Urban travel time estimation is of significant importance at many levels of traffic operation and transportation management. This paper develops a tensor-based context-aware approach to dynamically provide personalized travel time estimation from a citywide perspective, using sparse and large-scale GPS trajectories. This novel model is comprised of four major components: map matching, travel time tensor construction, context-aware feature extraction, and travel time tensor factorization. First, GPS trajectories are map-matched onto the road network. Then, travel times of different drivers on different road segments in different time slots are modeled with a 3-order tensor. Following these, three categories of context features, i.e., historical, geographical and spatial-temporal features, are extracted to capture the contextual information of travel time and traffic condition in the road network.

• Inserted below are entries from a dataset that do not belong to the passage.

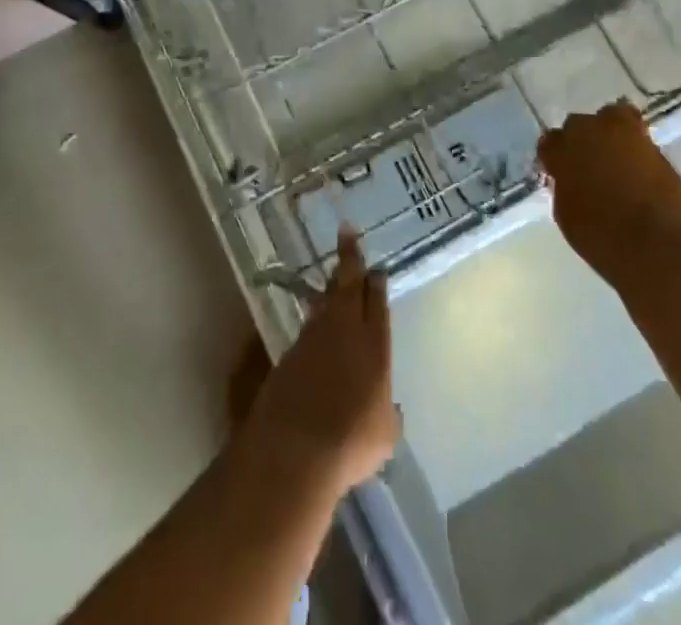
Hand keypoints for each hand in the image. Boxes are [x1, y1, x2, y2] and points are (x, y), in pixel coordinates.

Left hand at [245, 232, 397, 497]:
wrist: (296, 448)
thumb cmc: (351, 442)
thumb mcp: (384, 433)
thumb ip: (389, 414)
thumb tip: (389, 408)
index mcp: (374, 344)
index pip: (376, 302)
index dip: (375, 282)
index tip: (376, 269)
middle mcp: (345, 330)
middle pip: (348, 284)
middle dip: (350, 257)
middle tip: (347, 232)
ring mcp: (314, 337)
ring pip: (326, 299)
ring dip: (331, 284)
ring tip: (335, 273)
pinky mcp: (290, 351)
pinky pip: (309, 322)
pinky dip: (315, 315)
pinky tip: (317, 317)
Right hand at [539, 100, 680, 287]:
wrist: (658, 246)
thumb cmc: (603, 239)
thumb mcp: (568, 215)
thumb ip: (565, 187)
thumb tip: (571, 179)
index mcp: (564, 152)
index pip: (550, 142)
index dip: (555, 156)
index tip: (560, 170)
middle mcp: (592, 133)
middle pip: (578, 124)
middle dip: (581, 140)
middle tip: (588, 163)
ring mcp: (626, 134)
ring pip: (611, 116)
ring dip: (609, 132)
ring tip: (615, 155)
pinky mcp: (656, 145)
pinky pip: (639, 134)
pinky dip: (635, 145)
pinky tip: (637, 166)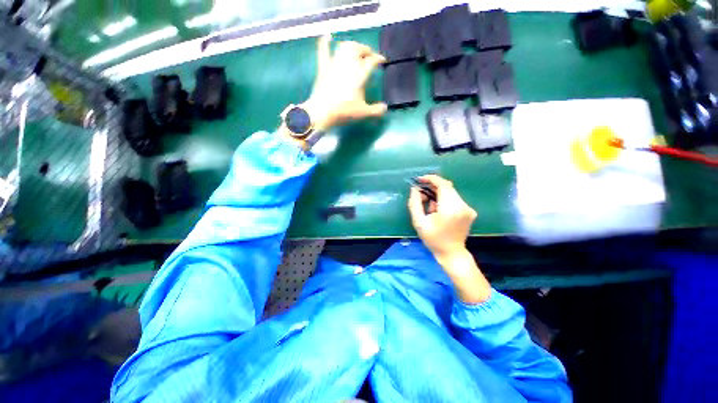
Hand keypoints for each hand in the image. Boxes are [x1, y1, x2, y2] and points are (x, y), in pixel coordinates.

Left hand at [301, 35, 387, 131]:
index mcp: (359, 74)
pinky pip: (323, 52)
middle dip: (366, 50)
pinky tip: (327, 36)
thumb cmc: (344, 111)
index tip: (382, 60)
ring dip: (352, 46)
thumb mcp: (363, 112)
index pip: (372, 61)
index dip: (378, 59)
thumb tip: (385, 108)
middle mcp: (348, 64)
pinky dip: (325, 43)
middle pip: (359, 49)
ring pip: (344, 47)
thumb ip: (376, 110)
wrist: (323, 111)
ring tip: (355, 50)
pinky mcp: (324, 68)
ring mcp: (335, 64)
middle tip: (369, 55)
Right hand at [408, 175, 489, 303]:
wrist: (452, 253)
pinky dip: (444, 200)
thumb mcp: (419, 222)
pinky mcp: (469, 211)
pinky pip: (454, 199)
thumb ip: (415, 203)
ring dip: (437, 194)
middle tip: (421, 194)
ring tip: (428, 206)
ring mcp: (468, 208)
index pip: (443, 184)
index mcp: (451, 208)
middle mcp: (463, 205)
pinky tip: (437, 210)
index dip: (430, 179)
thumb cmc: (433, 239)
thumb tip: (415, 189)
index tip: (419, 180)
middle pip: (447, 187)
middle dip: (432, 187)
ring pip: (450, 192)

Finally, an objective function is devised to factorize travel time tensors with context features collaboratively. In addition, a gradient-based algorithm is developed to find an optimal solution for the context-aware estimation model. The novel model incorporates both the spatial correlation between different road segments and the deviation between different drivers, as well as the fine-grain temporal correlation between different time slots and the coarse-grain temporal correlation between recent and historical traffic conditions. The proposed model is applied in a real case on the urban road network of Beijing, China, based on the sparse and large-scale GPS trajectories collected from over 32,000 drivers in a period of 2 months. Empirical results on extensive experiments demonstrate that the proposed model provides an effective and robust approach for citywide personalized travel time estimation, and outperforms the competing methods.